Return on equity is what drives long-term performance in shares and the emerging world is the only place to provide the kind of returns you need to meet your financial goals.
The fund trades for just 10 times the underlying earnings of the companies held, compared with 11 times for the iShares MSCI Emerging Markets (NYSE: EEM) and 16 times for companies in the S&P 500. If valuations rebound closer to their 20-year median of 15 times trailing earnings, the shares could bounce 50% off of current levels.
Even if a return to historical levels is not in the cards, GDP growth in emerging markets of 5.5% should yield earnings growth of around 7.5% and $5.13 per share for companies in the fund. A price multiple of 12 times earnings puts the fair value at $61.56 per share, a gain of 23% on top of the 3.3% dividend yield.
Risks to Consider: Weakness in the global macroeconomic environment as well as strength in the dollar could hold shares down in the short term. The real risk is getting anxious during periods of higher volatility and selling out of a "Forever" investment at low prices.

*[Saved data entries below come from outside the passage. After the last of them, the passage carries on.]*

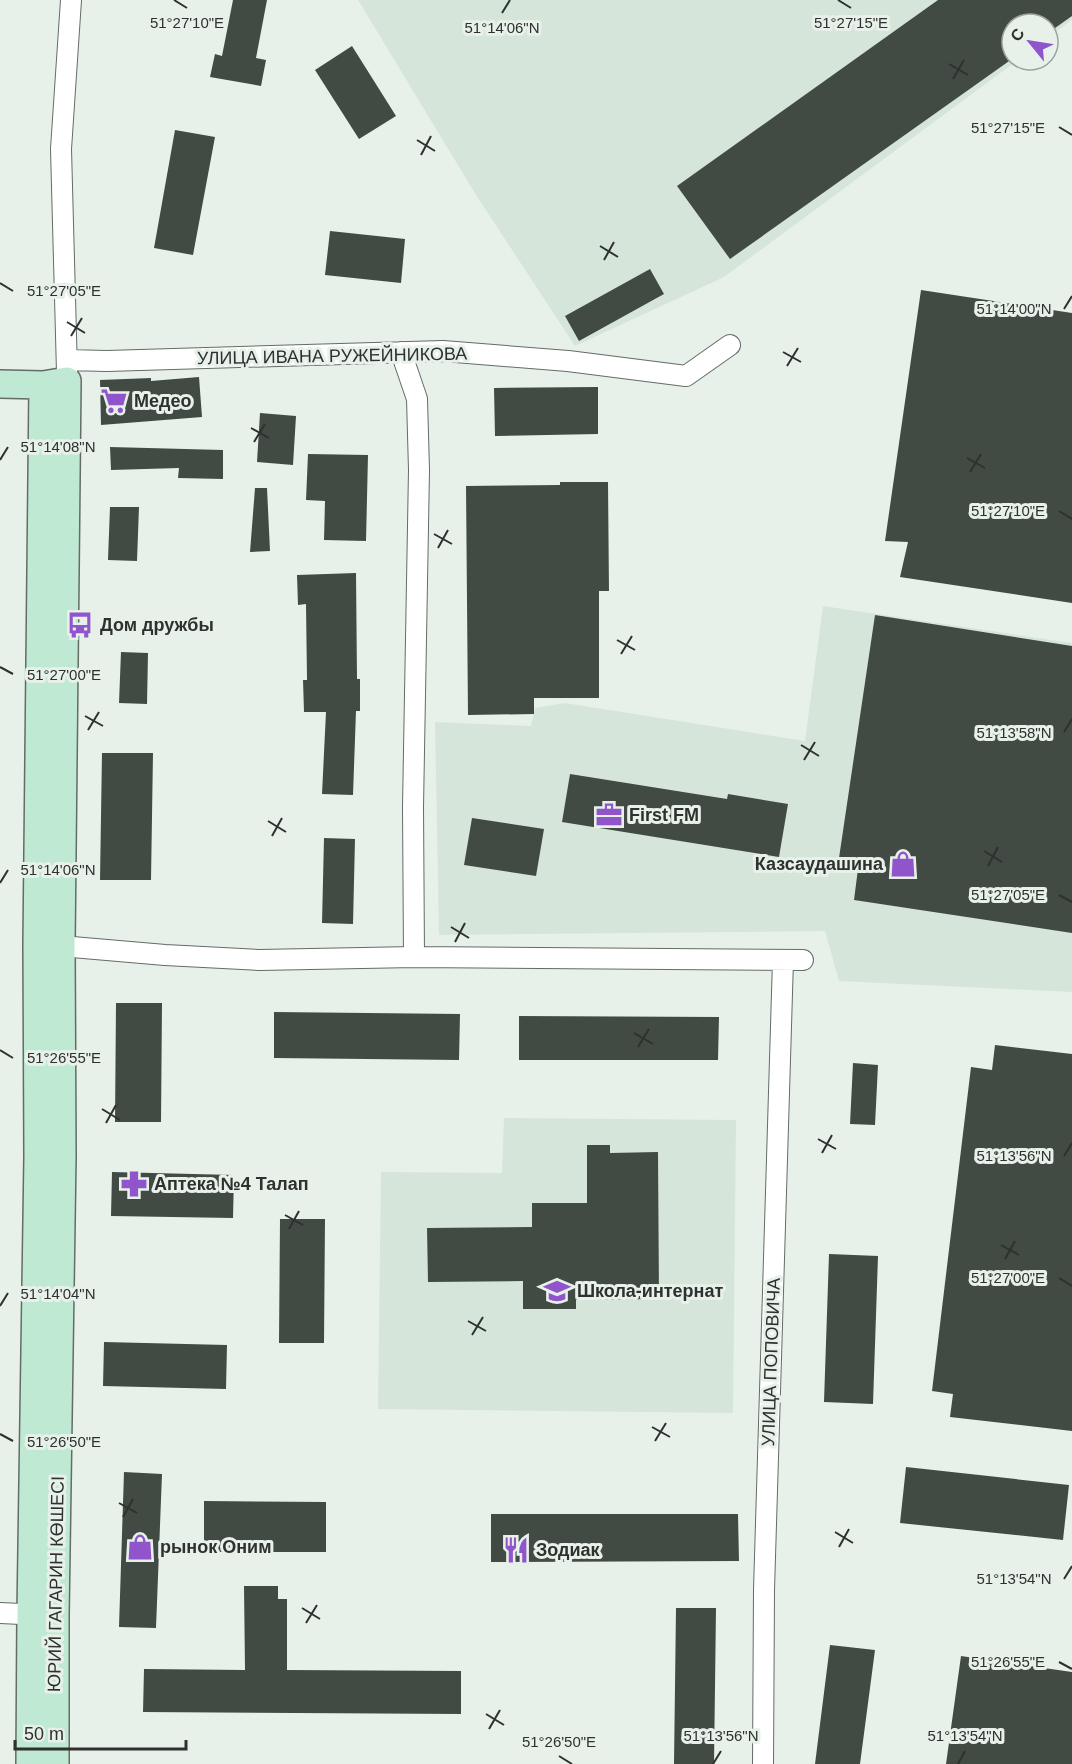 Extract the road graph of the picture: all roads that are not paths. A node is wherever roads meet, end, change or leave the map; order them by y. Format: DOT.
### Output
graph roads {
  1 [pos="71,0"];
  2 [pos="729,345"];
  3 [pos="401,352"];
  4 [pos="59,376"];
  5 [pos="0,384"];
  6 [pos="49,945"];
  7 [pos="414,957"];
  8 [pos="0,1613"];
  9 [pos="43,1615"];
  10 [pos="30,1764"];
  11 [pos="55,1764"];
  12 [pos="763,1764"];
  1 -- 4 [label="street, ЮРИЙ ГАГАРИН КӨШЕСІ"];
  2 -- 3 [label="street, УЛИЦА ИВАНА РУЖЕЙНИКОВА"];
  3 -- 4 [label="street, УЛИЦА ИВАНА РУЖЕЙНИКОВА"];
  3 -- 7 [label="street"];
  4 -- 5 [label="main road"];
  4 -- 6 [label="main road, ЮРИЙ ГАГАРИН КӨШЕСІ"];
  6 -- 7 [label="street"];
  6 -- 9 [label="main road, ЮРИЙ ГАГАРИН КӨШЕСІ"];
  7 -- 12 [label="street, УЛИЦА ПОПОВИЧА"];
  8 -- 9 [label="street"];
  9 -- 10 [label="main road, ЮРИЙ ГАГАРИН КӨШЕСІ"];
  9 -- 11 [label="main road, ЮРИЙ ГАГАРИН КӨШЕСІ"];
} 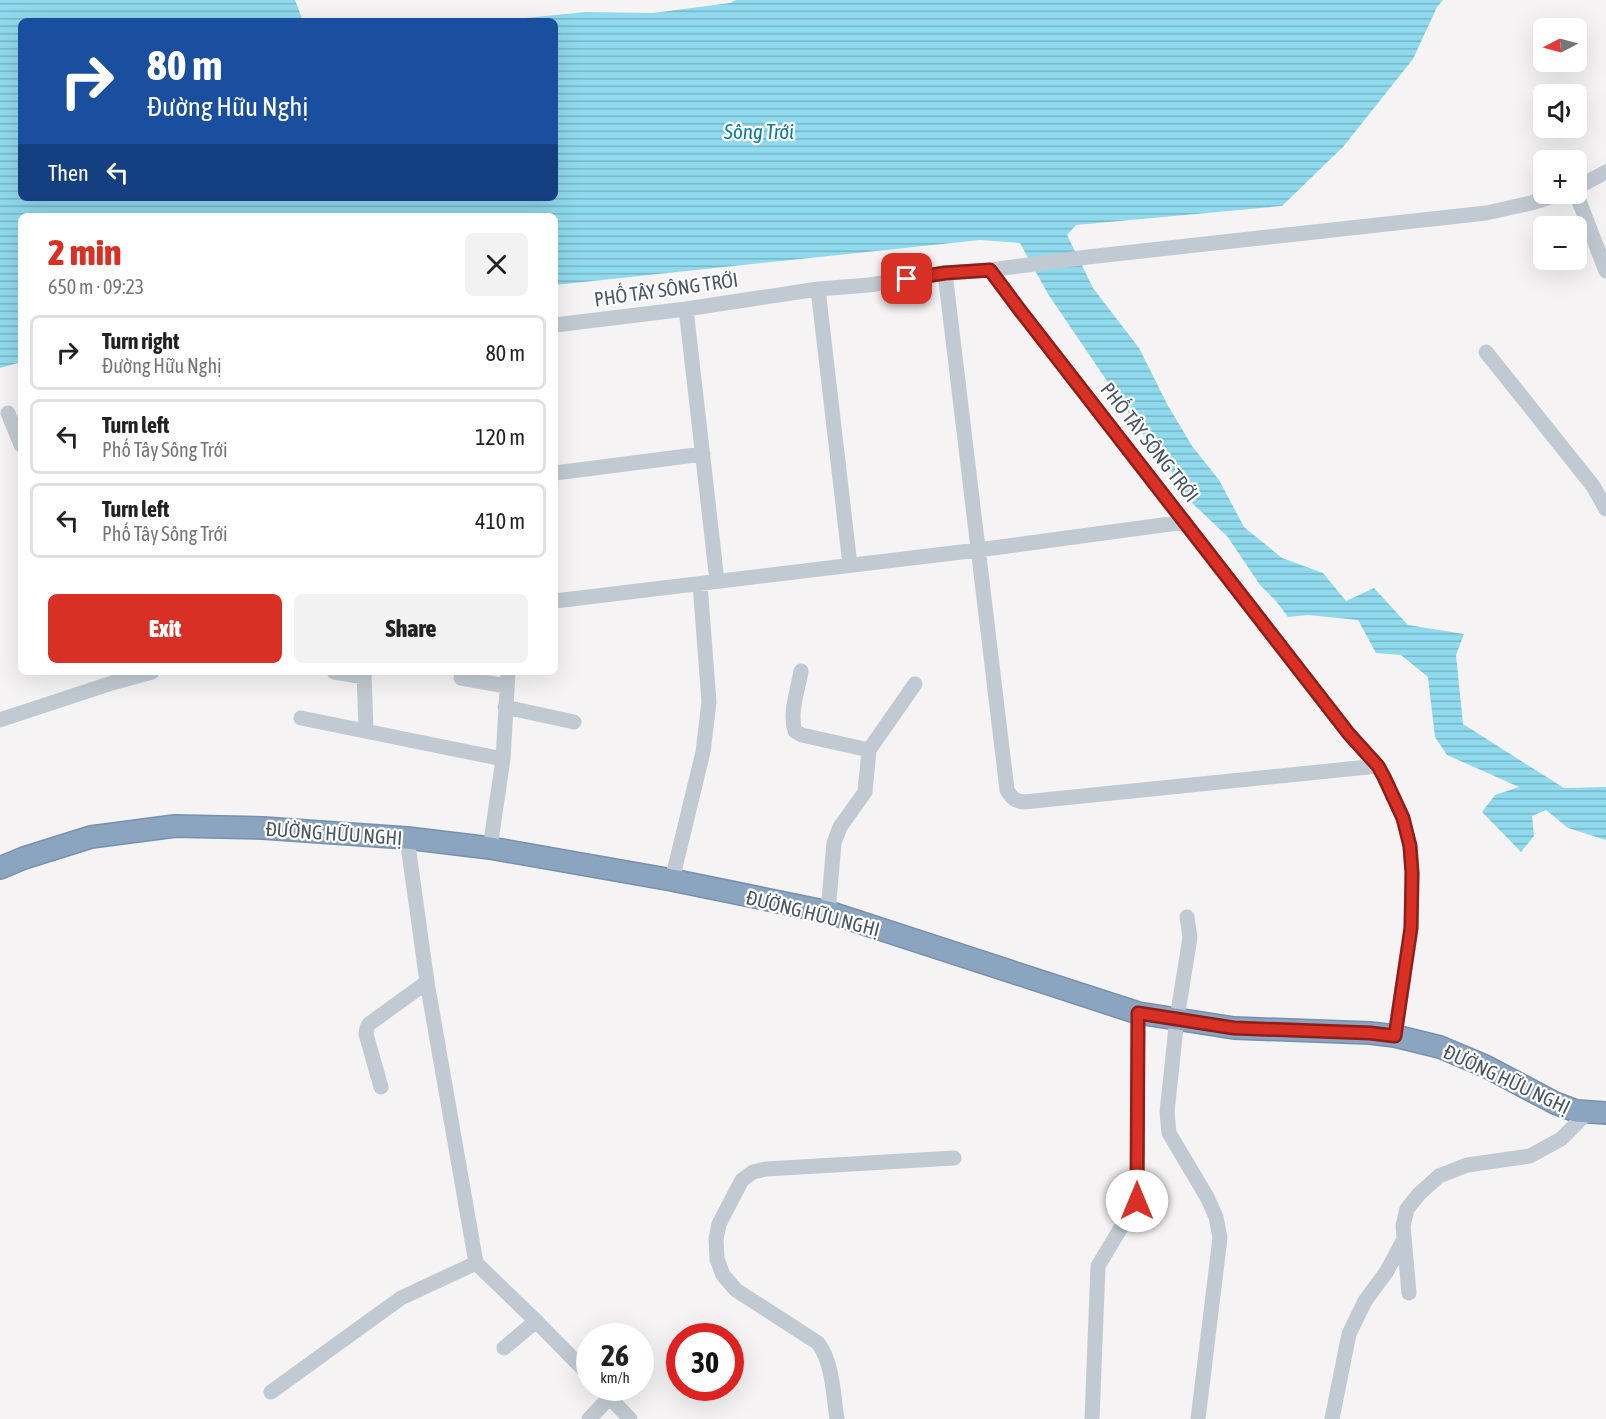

Action to Take: The U.S. faces a few years of very good growth relative to other developed markets, but emerging markets may be a better investment for the long term. The WisdomTree Emerging Markets Equity Income Fund provides exposure to this growth while generating a stable dividend stream. The fund breaks the mold with its rebalancing on fundamentals and should continue to outperform other emerging markets options.